%%

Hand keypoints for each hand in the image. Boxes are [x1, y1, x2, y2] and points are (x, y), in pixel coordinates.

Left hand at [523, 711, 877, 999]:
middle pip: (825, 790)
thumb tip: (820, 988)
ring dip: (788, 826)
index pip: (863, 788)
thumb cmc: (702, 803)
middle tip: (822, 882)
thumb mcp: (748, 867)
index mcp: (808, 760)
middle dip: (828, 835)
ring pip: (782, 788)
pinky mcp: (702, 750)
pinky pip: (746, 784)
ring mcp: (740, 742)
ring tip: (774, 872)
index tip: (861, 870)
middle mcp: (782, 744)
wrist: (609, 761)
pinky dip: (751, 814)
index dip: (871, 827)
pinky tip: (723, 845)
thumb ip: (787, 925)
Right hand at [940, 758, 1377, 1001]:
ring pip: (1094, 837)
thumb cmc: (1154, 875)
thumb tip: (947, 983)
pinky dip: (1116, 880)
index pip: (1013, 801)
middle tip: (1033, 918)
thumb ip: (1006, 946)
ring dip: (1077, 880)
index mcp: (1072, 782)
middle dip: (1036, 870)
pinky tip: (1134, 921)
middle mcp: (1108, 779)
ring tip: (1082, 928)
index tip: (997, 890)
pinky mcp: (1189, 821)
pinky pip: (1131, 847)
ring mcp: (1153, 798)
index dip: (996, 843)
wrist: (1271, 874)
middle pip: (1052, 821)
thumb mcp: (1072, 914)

%%
%%

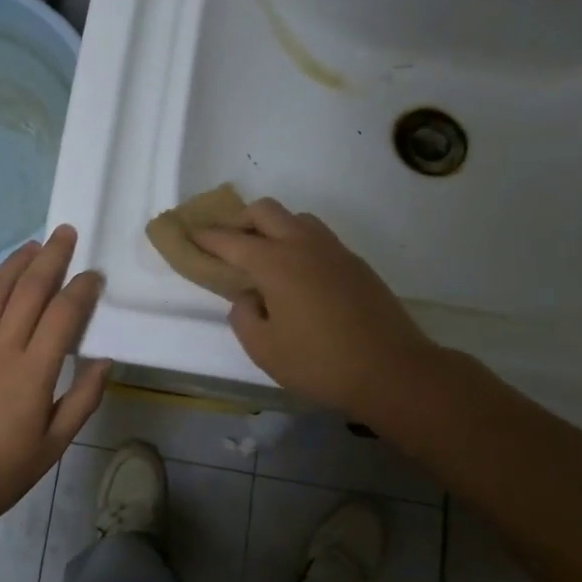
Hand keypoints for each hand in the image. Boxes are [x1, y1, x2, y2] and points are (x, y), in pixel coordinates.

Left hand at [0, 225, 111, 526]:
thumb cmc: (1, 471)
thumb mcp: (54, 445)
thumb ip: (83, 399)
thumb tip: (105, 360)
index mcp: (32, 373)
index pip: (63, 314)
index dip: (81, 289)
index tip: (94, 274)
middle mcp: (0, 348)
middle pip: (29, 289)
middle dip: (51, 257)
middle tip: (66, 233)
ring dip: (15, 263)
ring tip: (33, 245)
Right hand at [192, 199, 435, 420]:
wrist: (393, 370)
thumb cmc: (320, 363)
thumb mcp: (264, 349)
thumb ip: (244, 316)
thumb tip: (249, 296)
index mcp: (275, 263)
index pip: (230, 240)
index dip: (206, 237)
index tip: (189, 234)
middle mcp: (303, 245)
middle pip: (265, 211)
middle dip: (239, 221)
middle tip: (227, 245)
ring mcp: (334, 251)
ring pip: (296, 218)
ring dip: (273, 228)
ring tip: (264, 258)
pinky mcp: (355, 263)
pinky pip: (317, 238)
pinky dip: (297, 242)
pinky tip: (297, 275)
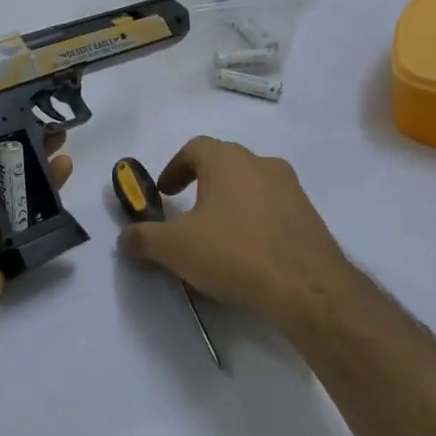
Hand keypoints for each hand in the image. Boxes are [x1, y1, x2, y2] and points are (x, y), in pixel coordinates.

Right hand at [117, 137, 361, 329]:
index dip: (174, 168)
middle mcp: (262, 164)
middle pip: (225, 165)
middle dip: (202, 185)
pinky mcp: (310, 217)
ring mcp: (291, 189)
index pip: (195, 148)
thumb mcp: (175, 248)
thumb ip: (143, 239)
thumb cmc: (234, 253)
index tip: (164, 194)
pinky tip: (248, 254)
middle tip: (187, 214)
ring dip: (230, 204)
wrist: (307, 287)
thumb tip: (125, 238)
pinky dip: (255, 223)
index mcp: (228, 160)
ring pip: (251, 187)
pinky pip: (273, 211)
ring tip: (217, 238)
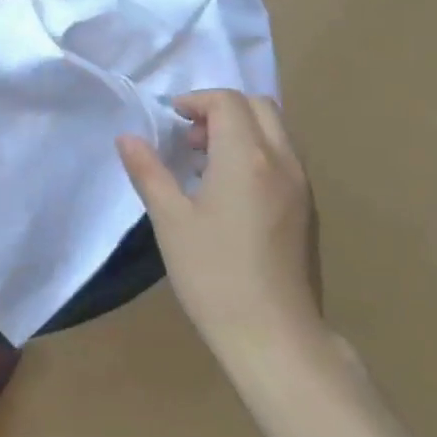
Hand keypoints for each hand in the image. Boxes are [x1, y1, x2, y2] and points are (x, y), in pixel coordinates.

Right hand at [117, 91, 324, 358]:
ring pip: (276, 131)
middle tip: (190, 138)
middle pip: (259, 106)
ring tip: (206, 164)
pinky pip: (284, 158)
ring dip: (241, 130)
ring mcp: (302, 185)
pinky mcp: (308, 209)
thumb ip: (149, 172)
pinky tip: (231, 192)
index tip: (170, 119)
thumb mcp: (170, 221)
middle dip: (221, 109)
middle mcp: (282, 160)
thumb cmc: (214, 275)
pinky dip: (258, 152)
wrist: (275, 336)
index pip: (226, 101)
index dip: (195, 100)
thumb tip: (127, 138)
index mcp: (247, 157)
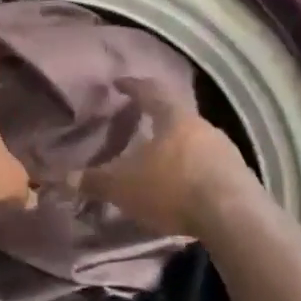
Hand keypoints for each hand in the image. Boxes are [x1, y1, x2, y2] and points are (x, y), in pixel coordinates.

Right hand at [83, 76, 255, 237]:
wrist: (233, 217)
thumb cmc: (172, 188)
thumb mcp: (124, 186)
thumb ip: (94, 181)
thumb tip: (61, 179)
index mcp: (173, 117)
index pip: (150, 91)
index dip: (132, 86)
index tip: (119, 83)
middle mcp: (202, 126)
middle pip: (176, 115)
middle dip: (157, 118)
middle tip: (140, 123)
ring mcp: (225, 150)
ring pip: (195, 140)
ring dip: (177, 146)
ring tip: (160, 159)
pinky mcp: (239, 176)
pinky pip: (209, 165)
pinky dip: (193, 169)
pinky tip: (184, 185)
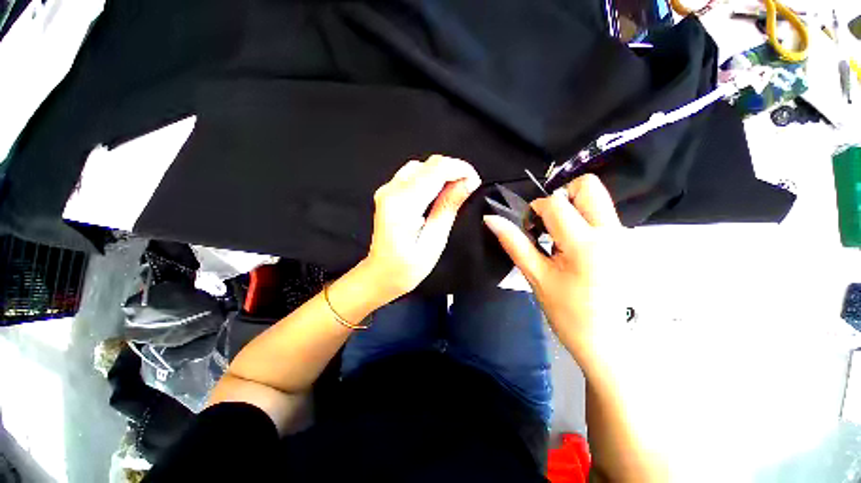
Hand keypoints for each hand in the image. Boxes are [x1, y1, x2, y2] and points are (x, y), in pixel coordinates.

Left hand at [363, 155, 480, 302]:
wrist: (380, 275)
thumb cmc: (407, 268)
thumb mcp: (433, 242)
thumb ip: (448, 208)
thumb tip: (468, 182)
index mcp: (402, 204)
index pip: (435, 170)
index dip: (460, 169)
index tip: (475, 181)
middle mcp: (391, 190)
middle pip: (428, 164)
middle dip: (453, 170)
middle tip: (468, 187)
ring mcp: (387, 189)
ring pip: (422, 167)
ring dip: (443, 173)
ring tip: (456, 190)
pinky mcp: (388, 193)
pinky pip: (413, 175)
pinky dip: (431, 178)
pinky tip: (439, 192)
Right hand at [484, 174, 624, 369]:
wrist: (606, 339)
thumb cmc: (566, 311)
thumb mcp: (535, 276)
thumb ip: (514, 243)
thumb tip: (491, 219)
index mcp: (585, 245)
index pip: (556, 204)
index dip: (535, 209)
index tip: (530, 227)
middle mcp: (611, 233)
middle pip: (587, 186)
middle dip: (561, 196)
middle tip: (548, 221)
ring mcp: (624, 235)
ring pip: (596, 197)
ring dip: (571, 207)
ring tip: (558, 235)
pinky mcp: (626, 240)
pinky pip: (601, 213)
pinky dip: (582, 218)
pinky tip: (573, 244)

%%

Exercise:
In the listing above, find the line containing "index dip: (206, 237)" and the line containing "pinky tip: (297, 275)", then quote both, plus every line between them, exactly as written.

Solution:
index dip: (206, 237)
index tip: (189, 234)
middle mcp: (303, 245)
middle pip: (265, 211)
middle dip: (239, 221)
middle tip: (227, 245)
ring mcp: (334, 251)
ring pip: (296, 218)
ring dip: (273, 228)
ring tip: (264, 258)
pinky mcp: (355, 263)
pinky pip: (317, 238)
pinky dip: (297, 242)
pinky tip: (297, 275)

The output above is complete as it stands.